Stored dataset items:
========================

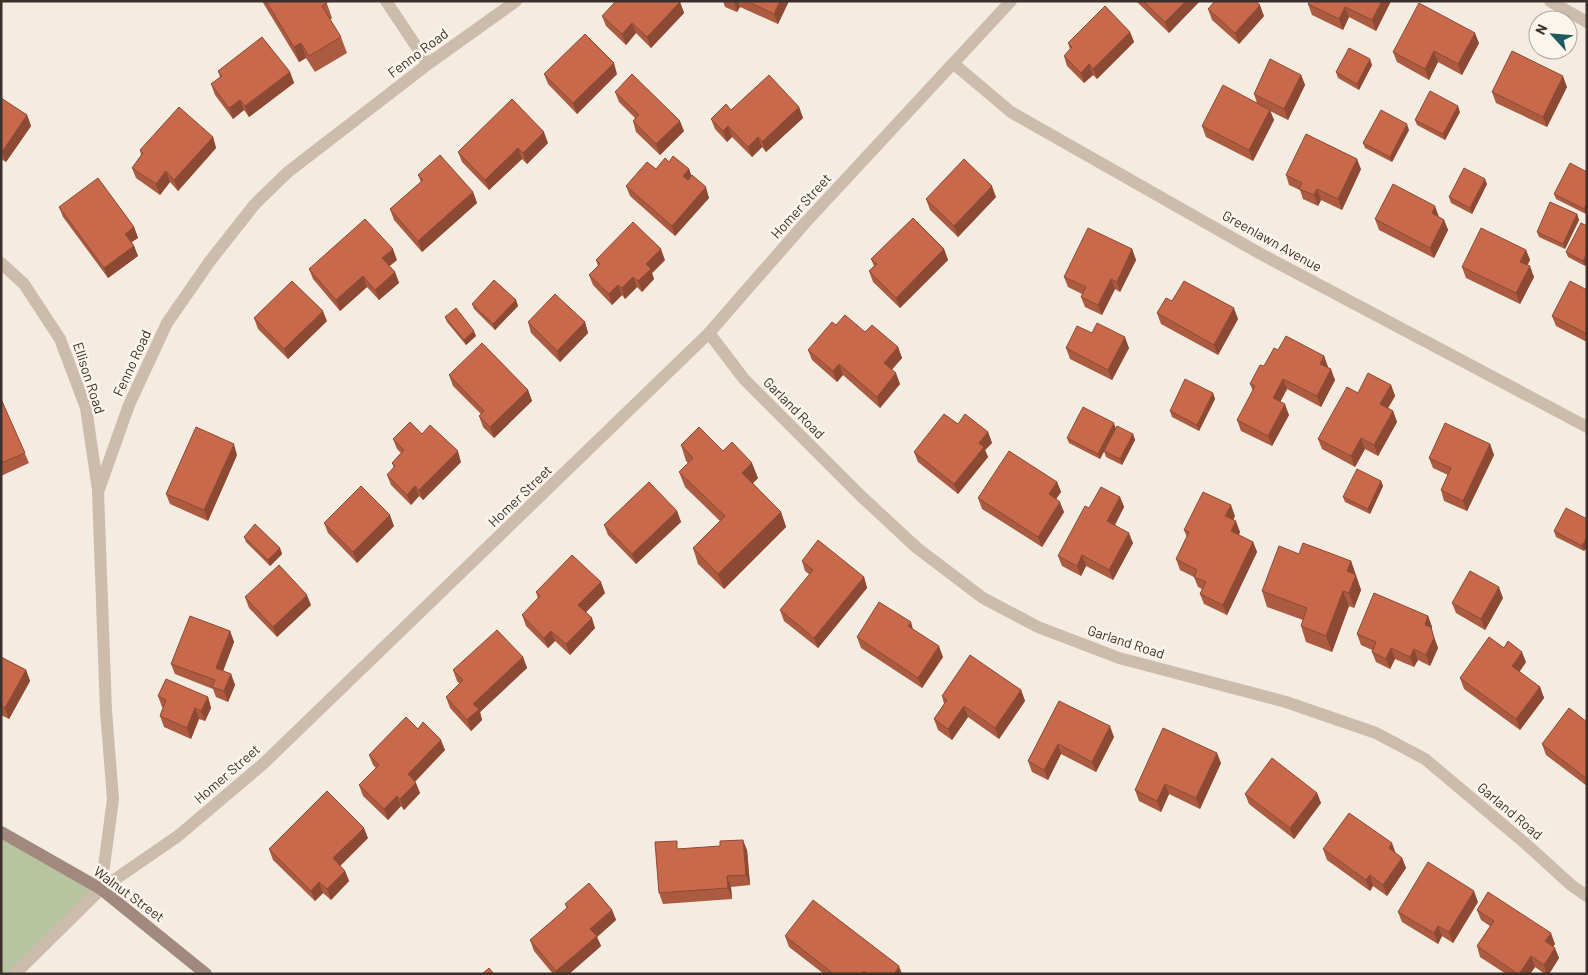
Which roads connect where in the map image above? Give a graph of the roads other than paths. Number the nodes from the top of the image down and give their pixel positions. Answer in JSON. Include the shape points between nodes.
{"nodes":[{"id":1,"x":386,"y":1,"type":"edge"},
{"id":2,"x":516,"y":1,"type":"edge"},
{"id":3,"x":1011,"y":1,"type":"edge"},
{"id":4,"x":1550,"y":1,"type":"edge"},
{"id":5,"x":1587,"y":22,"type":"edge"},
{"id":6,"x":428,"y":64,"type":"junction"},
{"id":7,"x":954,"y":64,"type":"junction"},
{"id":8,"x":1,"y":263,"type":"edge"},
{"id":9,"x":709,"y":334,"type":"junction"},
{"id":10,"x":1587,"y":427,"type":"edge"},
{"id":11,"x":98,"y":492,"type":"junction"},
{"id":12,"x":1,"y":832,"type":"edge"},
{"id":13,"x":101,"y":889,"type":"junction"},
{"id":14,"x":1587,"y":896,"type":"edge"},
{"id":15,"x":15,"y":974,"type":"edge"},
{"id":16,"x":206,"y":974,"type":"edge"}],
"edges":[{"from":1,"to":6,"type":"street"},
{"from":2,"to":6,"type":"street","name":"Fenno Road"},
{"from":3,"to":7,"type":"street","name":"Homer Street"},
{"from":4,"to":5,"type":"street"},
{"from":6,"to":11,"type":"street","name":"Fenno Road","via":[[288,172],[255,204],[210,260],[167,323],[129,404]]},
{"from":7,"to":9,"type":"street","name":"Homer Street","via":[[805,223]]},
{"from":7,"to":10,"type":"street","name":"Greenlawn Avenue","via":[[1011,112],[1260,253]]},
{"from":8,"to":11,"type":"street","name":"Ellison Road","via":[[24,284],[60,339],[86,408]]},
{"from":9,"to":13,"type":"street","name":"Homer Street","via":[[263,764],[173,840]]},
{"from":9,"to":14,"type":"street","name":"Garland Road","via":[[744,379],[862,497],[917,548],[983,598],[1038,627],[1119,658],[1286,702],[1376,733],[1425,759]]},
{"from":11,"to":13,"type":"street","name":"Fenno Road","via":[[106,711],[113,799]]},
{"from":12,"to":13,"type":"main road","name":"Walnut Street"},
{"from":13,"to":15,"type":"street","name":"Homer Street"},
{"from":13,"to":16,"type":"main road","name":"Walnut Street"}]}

========================

Problem:
Every entry above should be written out again verbatim, with no pictures included.

Response to the exercise:
Which roads connect where in the map image above? Give a graph of the roads other than paths. Number the nodes from the top of the image down and give their pixel positions. Answer in JSON. Include the shape points between nodes.
{"nodes":[{"id":1,"x":386,"y":1,"type":"edge"},
{"id":2,"x":516,"y":1,"type":"edge"},
{"id":3,"x":1011,"y":1,"type":"edge"},
{"id":4,"x":1550,"y":1,"type":"edge"},
{"id":5,"x":1587,"y":22,"type":"edge"},
{"id":6,"x":428,"y":64,"type":"junction"},
{"id":7,"x":954,"y":64,"type":"junction"},
{"id":8,"x":1,"y":263,"type":"edge"},
{"id":9,"x":709,"y":334,"type":"junction"},
{"id":10,"x":1587,"y":427,"type":"edge"},
{"id":11,"x":98,"y":492,"type":"junction"},
{"id":12,"x":1,"y":832,"type":"edge"},
{"id":13,"x":101,"y":889,"type":"junction"},
{"id":14,"x":1587,"y":896,"type":"edge"},
{"id":15,"x":15,"y":974,"type":"edge"},
{"id":16,"x":206,"y":974,"type":"edge"}],
"edges":[{"from":1,"to":6,"type":"street"},
{"from":2,"to":6,"type":"street","name":"Fenno Road"},
{"from":3,"to":7,"type":"street","name":"Homer Street"},
{"from":4,"to":5,"type":"street"},
{"from":6,"to":11,"type":"street","name":"Fenno Road","via":[[288,172],[255,204],[210,260],[167,323],[129,404]]},
{"from":7,"to":9,"type":"street","name":"Homer Street","via":[[805,223]]},
{"from":7,"to":10,"type":"street","name":"Greenlawn Avenue","via":[[1011,112],[1260,253]]},
{"from":8,"to":11,"type":"street","name":"Ellison Road","via":[[24,284],[60,339],[86,408]]},
{"from":9,"to":13,"type":"street","name":"Homer Street","via":[[263,764],[173,840]]},
{"from":9,"to":14,"type":"street","name":"Garland Road","via":[[744,379],[862,497],[917,548],[983,598],[1038,627],[1119,658],[1286,702],[1376,733],[1425,759]]},
{"from":11,"to":13,"type":"street","name":"Fenno Road","via":[[106,711],[113,799]]},
{"from":12,"to":13,"type":"main road","name":"Walnut Street"},
{"from":13,"to":15,"type":"street","name":"Homer Street"},
{"from":13,"to":16,"type":"main road","name":"Walnut Street"}]}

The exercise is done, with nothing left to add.